What you have to do = Everything in the entries except the pictures should be repeated exactly.

Information provided =
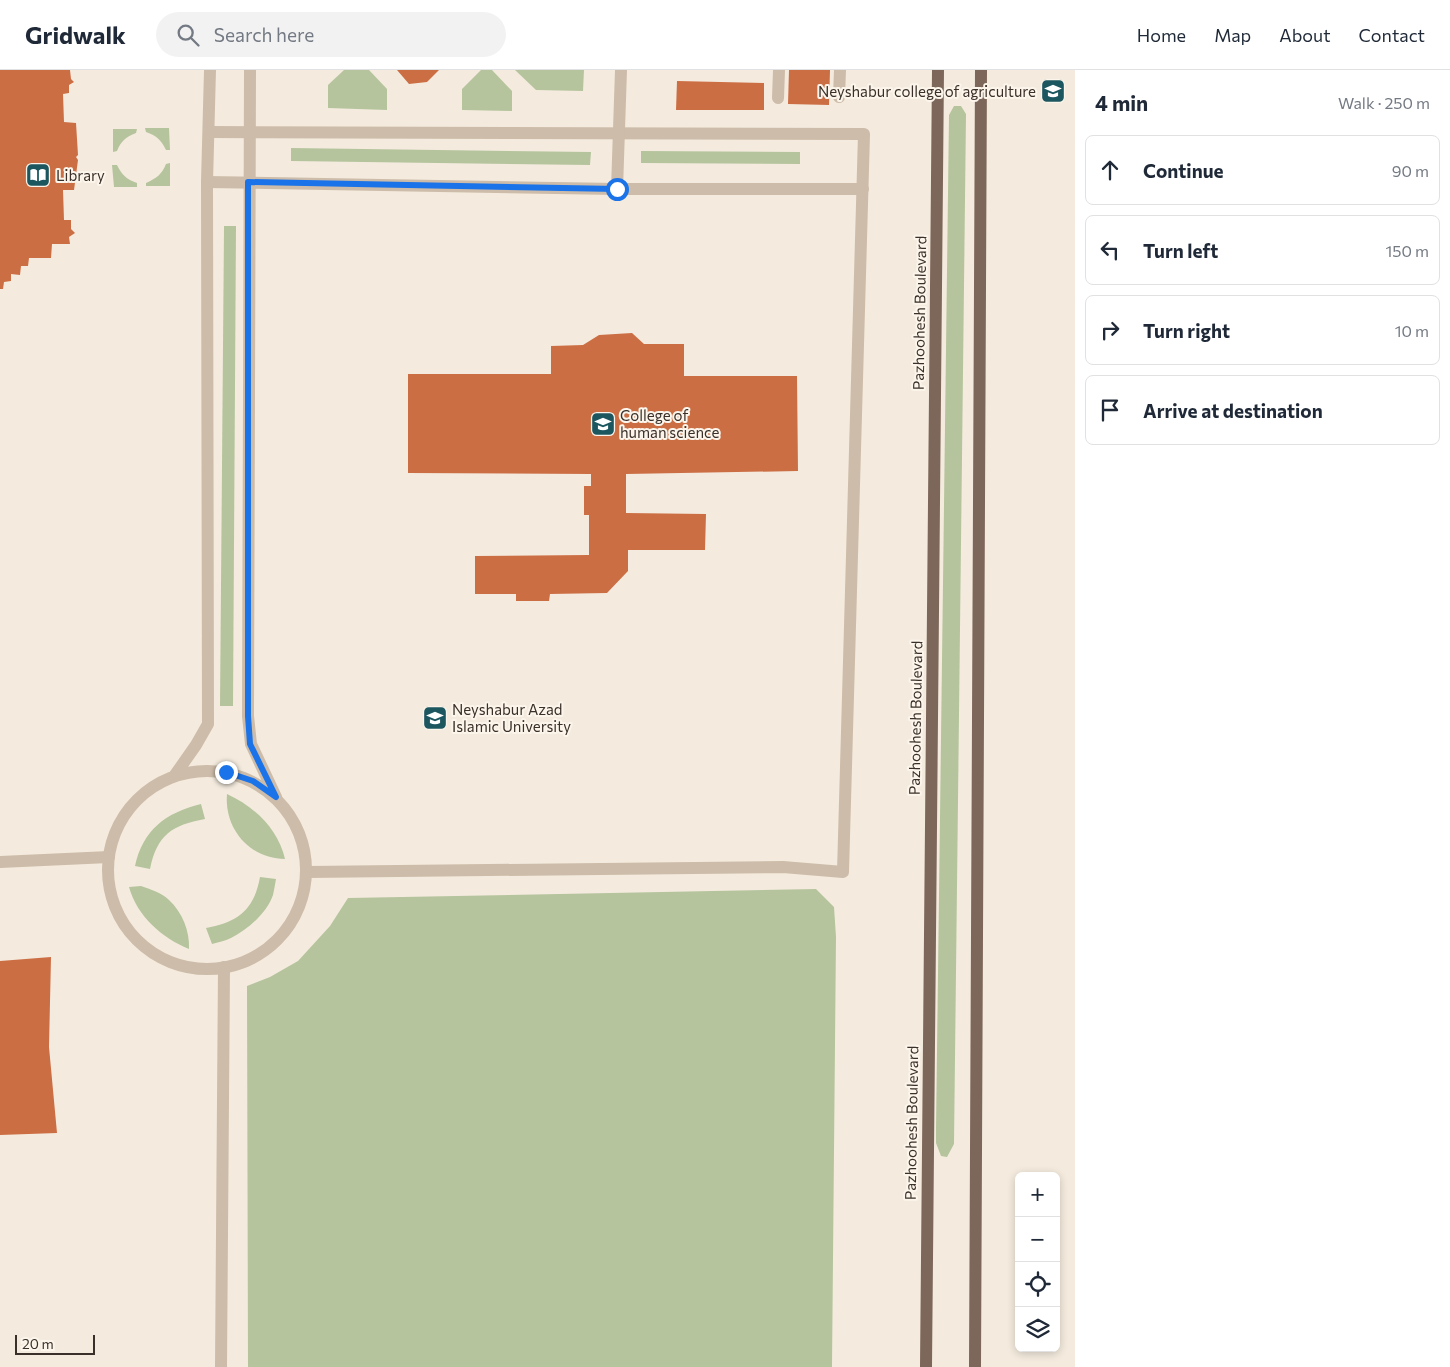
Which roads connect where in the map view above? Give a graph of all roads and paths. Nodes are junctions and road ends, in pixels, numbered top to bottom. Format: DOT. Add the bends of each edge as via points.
graph roads {
  1 [pos="210,70"];
  2 [pos="250,70"];
  3 [pos="621,70"];
  4 [pos="779,70"];
  5 [pos="840,70"];
  6 [pos="938,70"];
  7 [pos="981,70"];
  8 [pos="839,97"];
  9 [pos="778,98"];
  10 [pos="209,132"];
  11 [pos="249,132"];
  12 [pos="619,134"];
  13 [pos="207,182"];
  14 [pos="248,182"];
  15 [pos="617,189"];
  16 [pos="864,189"];
  17 [pos="175,776"];
  18 [pos="276,797"];
  19 [pos="109,858"];
  20 [pos="0,862"];
  21 [pos="307,872"];
  22 [pos="224,967"];
  23 [pos="221,1367"];
  24 [pos="926,1367"];
  25 [pos="975,1367"];
  1 -- 10 [label="lane"];
  2 -- 11 [label="lane"];
  3 -- 12 [label="lane"];
  4 -- 9 [label="lane"];
  5 -- 8 [label="lane"];
  6 -- 24 [label="main road, Pazhoohesh Boulevard"];
  7 -- 25 [label="main road"];
  10 -- 11 [label="lane"];
  10 -- 13 [label="lane"];
  11 -- 12 [label="lane"];
  11 -- 14 [label="lane"];
  12 -- 15 [label="lane"];
  12 -- 16 [label="lane" via="864,134"];
  13 -- 14 [label="lane"];
  13 -- 17 [label="lane" via="208,724"];
  14 -- 15 [label="lane"];
  14 -- 18 [label="lane" via="248,716 250,744"];
  15 -- 16 [label="lane"];
  16 -- 21 [label="lane" via="843,872 783,868"];
  17 -- 18 [label="lane" via="205,770 226,772 253,781"];
  17 -- 19 [label="lane" via="147,790 123,815 110,846"];
  18 -- 21 [label="lane" via="291,815 303,841"];
  19 -- 20 [label="lane"];
  19 -- 22 [label="lane" via="108,883 117,915 134,939 155,956 187,968 211,970"];
  21 -- 22 [label="lane" via="302,902 293,922 277,941 249,961"];
  22 -- 23 [label="lane"];
}
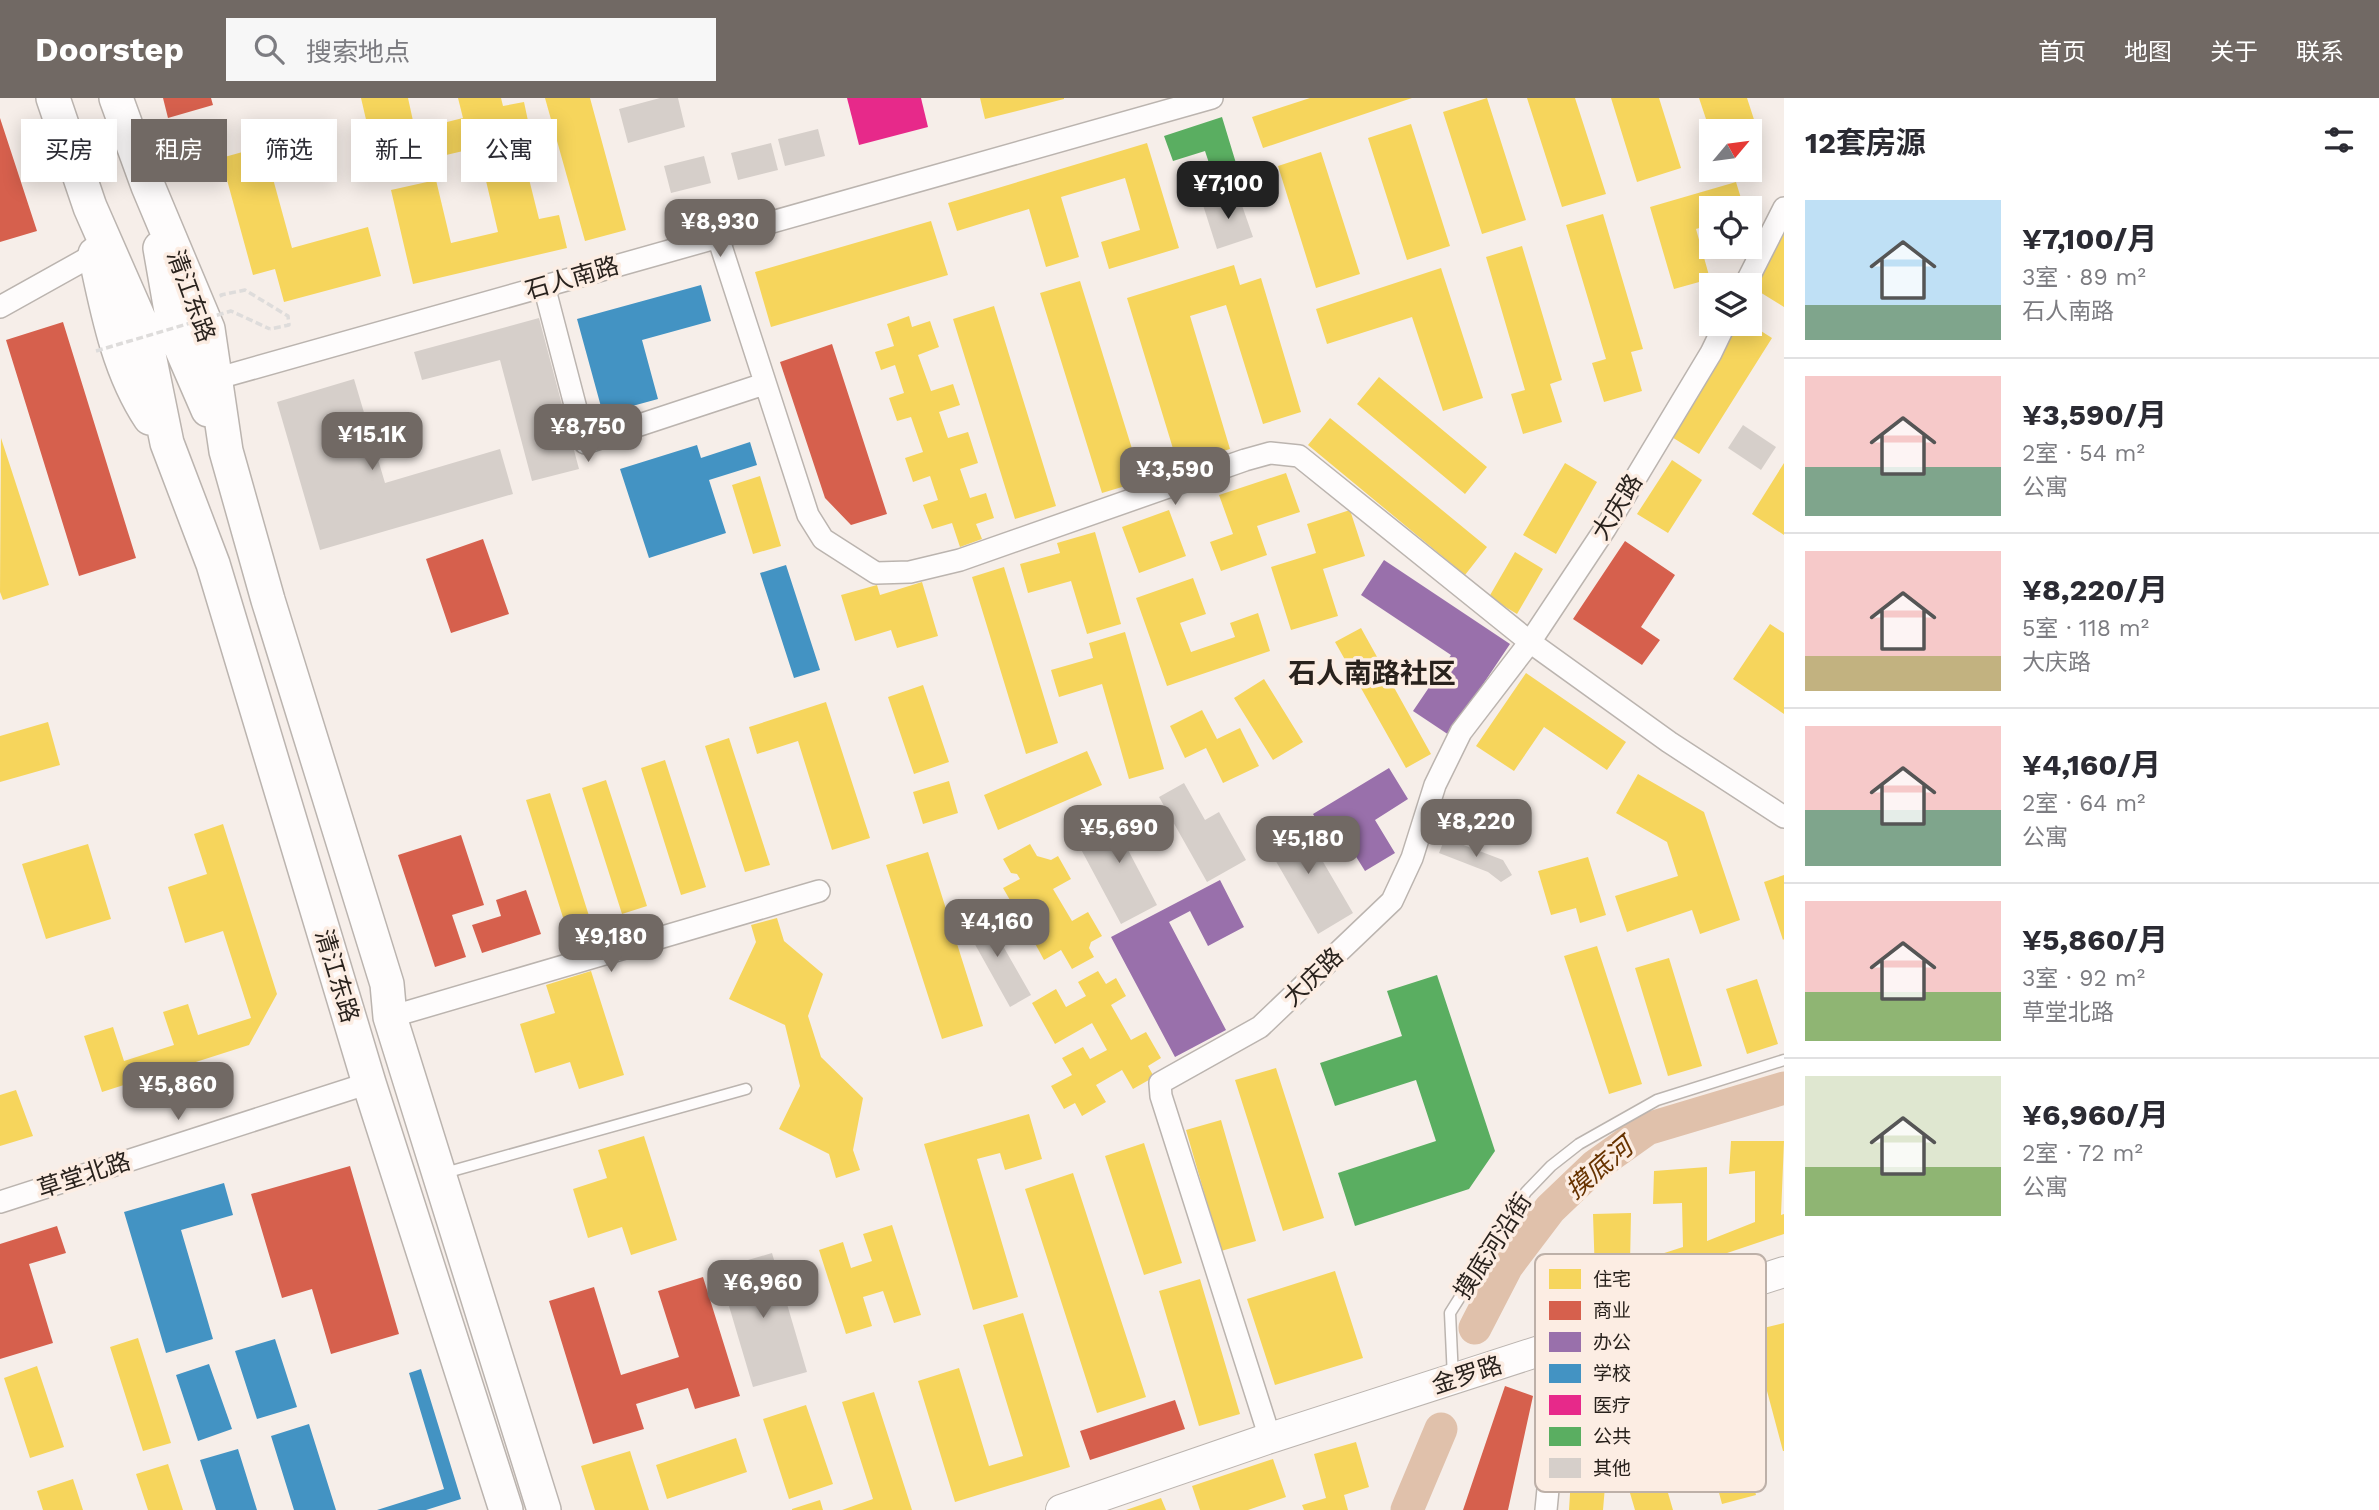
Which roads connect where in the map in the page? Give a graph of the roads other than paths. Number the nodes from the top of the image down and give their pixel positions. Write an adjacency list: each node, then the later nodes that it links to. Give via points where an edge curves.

Task solution =
Which roads connect where in the map view above? Give a graph of all roads and paths. Nodes are junctions and road ends, in pixels, numbered top to bottom. Format: DOT. Add the bends of each edge as via points.
graph roads {
  1 [pos="210,70"];
  2 [pos="250,70"];
  3 [pos="621,70"];
  4 [pos="779,70"];
  5 [pos="840,70"];
  6 [pos="938,70"];
  7 [pos="981,70"];
  8 [pos="839,97"];
  9 [pos="778,98"];
  10 [pos="209,132"];
  11 [pos="249,132"];
  12 [pos="619,134"];
  13 [pos="207,182"];
  14 [pos="248,182"];
  15 [pos="617,189"];
  16 [pos="864,189"];
  17 [pos="175,776"];
  18 [pos="276,797"];
  19 [pos="109,858"];
  20 [pos="0,862"];
  21 [pos="307,872"];
  22 [pos="224,967"];
  23 [pos="221,1367"];
  24 [pos="926,1367"];
  25 [pos="975,1367"];
  1 -- 10 [label="lane"];
  2 -- 11 [label="lane"];
  3 -- 12 [label="lane"];
  4 -- 9 [label="lane"];
  5 -- 8 [label="lane"];
  6 -- 24 [label="main road, Pazhoohesh Boulevard"];
  7 -- 25 [label="main road"];
  10 -- 11 [label="lane"];
  10 -- 13 [label="lane"];
  11 -- 12 [label="lane"];
  11 -- 14 [label="lane"];
  12 -- 15 [label="lane"];
  12 -- 16 [label="lane" via="864,134"];
  13 -- 14 [label="lane"];
  13 -- 17 [label="lane" via="208,724"];
  14 -- 15 [label="lane"];
  14 -- 18 [label="lane" via="248,716 250,744"];
  15 -- 16 [label="lane"];
  16 -- 21 [label="lane" via="843,872 783,868"];
  17 -- 18 [label="lane" via="205,770 226,772 253,781"];
  17 -- 19 [label="lane" via="147,790 123,815 110,846"];
  18 -- 21 [label="lane" via="291,815 303,841"];
  19 -- 20 [label="lane"];
  19 -- 22 [label="lane" via="108,883 117,915 134,939 155,956 187,968 211,970"];
  21 -- 22 [label="lane" via="302,902 293,922 277,941 249,961"];
  22 -- 23 [label="lane"];
}
Which roads connect where in the map in the page? Give a graph of the roads other than paths. Number the nodes from the top of the image down and give their pixel positions. Write an adjacency list: each node, then the later nodes that it links to. Give via points where an edge curves.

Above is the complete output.